» **THE PROBLEM**:
What is the number of lines in the entries that contain the word "ซอยงามวงค"? Answer with that figure alone.

BEGIN

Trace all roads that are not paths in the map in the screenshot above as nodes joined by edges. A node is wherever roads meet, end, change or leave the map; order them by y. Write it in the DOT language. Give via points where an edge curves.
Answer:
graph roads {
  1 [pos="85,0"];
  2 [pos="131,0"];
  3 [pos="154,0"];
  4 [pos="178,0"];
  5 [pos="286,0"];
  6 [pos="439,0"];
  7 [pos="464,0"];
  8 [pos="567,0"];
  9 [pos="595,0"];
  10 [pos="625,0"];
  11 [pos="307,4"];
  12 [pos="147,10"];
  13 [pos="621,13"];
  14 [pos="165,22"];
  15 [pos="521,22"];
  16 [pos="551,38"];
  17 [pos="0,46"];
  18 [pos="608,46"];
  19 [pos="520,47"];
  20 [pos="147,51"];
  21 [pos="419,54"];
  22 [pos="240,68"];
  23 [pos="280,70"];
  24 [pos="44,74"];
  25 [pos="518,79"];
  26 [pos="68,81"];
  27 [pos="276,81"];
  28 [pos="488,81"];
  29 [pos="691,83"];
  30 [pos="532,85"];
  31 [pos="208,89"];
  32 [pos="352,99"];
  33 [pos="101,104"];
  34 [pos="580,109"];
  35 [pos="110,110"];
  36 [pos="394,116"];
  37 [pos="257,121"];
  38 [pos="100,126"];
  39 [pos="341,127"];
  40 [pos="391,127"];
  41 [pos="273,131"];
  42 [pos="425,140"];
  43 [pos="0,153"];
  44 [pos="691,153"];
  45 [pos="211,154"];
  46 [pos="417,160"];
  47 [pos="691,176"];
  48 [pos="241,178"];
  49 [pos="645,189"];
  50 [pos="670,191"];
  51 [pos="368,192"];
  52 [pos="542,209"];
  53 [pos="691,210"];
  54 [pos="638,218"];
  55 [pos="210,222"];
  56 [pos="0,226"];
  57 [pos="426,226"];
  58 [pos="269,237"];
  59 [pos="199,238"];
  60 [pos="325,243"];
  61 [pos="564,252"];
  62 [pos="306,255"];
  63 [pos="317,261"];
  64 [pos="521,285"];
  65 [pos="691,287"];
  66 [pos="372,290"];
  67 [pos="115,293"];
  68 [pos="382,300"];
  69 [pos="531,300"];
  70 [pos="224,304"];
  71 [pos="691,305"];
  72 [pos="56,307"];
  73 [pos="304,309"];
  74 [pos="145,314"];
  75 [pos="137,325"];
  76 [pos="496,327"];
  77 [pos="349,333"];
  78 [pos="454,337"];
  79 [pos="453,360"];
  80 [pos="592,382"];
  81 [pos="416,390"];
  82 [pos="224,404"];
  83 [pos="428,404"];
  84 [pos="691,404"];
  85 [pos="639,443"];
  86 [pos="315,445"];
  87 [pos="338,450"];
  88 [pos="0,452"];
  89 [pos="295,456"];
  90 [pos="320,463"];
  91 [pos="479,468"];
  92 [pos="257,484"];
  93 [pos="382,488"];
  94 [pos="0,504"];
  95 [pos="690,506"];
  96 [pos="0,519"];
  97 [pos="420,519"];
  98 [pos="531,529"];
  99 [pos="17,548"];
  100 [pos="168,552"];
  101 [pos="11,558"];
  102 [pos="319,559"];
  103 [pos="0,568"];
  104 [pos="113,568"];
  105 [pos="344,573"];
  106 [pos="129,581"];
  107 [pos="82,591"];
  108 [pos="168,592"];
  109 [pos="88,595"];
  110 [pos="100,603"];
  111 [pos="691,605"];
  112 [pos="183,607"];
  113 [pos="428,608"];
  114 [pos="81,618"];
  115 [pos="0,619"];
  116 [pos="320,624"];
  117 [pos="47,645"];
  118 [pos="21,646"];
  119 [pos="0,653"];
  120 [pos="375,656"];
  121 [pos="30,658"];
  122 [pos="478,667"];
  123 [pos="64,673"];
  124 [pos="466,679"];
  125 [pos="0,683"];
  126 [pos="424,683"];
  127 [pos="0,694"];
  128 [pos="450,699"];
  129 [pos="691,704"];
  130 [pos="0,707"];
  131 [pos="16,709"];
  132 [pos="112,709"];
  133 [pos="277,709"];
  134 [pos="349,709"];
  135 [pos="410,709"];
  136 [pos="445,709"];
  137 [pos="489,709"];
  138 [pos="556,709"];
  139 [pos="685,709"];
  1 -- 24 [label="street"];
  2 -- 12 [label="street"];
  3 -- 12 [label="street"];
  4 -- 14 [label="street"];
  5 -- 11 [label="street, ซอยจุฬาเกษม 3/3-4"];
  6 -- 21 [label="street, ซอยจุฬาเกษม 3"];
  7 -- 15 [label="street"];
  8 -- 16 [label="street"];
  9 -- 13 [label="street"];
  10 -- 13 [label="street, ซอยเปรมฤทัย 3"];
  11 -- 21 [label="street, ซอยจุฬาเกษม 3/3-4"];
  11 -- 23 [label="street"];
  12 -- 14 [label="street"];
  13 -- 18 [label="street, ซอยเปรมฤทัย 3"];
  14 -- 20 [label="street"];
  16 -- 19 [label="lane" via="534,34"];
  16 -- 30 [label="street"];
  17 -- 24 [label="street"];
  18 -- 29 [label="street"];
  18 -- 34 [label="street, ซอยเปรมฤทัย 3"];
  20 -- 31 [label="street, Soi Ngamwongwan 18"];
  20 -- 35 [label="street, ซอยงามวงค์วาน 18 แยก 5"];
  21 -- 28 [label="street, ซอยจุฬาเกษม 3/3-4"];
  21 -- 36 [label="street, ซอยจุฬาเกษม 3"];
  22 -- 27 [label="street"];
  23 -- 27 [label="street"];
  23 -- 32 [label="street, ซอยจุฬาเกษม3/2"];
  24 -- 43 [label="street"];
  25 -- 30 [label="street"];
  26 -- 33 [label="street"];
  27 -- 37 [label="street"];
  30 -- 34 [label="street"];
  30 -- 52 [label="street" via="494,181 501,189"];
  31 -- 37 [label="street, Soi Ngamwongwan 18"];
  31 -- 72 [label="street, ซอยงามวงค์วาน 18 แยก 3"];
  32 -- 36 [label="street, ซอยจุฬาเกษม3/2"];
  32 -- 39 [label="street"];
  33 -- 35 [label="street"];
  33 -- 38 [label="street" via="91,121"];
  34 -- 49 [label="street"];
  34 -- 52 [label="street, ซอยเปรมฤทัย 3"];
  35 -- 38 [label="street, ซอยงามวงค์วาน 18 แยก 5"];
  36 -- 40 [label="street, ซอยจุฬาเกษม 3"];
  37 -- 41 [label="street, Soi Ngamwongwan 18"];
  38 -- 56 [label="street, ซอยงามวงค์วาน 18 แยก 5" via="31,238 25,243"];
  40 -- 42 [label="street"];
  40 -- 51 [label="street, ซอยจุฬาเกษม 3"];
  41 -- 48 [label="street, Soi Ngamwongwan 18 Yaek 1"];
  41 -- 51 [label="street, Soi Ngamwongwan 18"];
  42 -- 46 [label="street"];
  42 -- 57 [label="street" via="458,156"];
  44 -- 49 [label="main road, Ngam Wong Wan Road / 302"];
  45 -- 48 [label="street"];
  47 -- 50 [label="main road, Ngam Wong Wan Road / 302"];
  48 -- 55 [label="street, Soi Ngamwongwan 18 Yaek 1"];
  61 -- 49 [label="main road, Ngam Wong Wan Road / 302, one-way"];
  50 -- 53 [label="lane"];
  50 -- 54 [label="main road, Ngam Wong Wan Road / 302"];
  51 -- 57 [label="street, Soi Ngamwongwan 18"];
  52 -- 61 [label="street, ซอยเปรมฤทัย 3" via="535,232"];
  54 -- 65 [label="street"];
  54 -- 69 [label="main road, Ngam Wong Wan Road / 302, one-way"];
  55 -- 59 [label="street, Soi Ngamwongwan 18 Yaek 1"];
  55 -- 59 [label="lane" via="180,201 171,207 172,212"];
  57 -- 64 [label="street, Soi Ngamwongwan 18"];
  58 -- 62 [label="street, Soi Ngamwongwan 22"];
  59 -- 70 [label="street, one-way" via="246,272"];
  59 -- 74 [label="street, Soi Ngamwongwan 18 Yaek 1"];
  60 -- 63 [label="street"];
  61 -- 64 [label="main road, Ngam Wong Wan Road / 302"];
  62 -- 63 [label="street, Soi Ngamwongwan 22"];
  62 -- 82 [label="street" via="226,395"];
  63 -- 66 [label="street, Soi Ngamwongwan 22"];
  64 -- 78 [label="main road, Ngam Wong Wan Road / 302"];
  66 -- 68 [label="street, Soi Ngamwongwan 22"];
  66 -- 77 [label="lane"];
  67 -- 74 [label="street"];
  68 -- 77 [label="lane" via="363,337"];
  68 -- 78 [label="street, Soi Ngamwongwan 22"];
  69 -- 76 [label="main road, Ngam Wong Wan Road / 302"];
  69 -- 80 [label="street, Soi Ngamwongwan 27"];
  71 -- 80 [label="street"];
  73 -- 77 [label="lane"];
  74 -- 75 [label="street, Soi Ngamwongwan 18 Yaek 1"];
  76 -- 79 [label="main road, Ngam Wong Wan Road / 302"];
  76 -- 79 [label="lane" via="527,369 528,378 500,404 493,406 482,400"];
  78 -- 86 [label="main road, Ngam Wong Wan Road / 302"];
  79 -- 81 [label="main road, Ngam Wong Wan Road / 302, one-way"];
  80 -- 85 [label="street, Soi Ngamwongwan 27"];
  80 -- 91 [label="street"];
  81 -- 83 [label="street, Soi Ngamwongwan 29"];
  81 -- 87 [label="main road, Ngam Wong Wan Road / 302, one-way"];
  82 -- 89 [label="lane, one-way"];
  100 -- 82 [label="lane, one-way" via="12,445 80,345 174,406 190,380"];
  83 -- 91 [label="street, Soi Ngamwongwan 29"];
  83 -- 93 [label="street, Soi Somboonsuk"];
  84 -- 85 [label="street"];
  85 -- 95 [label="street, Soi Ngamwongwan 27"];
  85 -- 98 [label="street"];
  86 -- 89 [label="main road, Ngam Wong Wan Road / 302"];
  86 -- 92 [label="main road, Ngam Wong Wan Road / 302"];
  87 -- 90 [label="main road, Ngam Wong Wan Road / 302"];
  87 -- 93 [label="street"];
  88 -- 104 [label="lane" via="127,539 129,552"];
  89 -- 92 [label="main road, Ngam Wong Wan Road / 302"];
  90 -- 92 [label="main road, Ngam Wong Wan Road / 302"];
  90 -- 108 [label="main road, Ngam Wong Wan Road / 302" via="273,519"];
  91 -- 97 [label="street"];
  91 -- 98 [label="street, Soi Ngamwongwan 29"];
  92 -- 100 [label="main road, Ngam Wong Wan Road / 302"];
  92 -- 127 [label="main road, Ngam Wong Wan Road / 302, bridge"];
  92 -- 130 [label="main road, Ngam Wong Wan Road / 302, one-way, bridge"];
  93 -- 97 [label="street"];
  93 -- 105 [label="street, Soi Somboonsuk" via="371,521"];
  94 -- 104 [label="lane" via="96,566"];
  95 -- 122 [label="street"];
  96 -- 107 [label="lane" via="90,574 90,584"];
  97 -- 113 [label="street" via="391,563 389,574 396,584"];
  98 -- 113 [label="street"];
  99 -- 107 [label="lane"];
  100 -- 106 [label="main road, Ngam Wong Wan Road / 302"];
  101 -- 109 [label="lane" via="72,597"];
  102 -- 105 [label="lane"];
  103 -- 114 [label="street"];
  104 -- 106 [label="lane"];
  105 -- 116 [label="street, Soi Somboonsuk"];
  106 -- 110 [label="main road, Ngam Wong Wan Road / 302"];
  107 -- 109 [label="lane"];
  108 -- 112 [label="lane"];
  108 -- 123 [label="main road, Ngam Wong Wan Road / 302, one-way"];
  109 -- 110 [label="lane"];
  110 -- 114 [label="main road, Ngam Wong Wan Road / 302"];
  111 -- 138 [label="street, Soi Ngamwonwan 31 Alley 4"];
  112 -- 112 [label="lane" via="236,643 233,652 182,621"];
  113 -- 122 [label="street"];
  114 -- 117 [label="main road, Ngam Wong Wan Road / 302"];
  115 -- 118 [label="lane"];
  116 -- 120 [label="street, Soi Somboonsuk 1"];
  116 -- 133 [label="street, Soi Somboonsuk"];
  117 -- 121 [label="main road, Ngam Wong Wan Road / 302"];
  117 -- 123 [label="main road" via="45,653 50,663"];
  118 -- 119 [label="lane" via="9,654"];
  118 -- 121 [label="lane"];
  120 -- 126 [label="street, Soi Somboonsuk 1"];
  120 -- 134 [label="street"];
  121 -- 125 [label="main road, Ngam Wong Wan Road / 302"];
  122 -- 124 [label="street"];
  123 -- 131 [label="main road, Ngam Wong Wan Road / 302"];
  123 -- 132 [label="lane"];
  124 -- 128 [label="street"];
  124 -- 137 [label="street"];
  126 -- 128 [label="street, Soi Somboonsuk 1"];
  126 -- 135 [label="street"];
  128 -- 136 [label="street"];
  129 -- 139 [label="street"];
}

END

» **OUTPUT OF THE TASK**:
4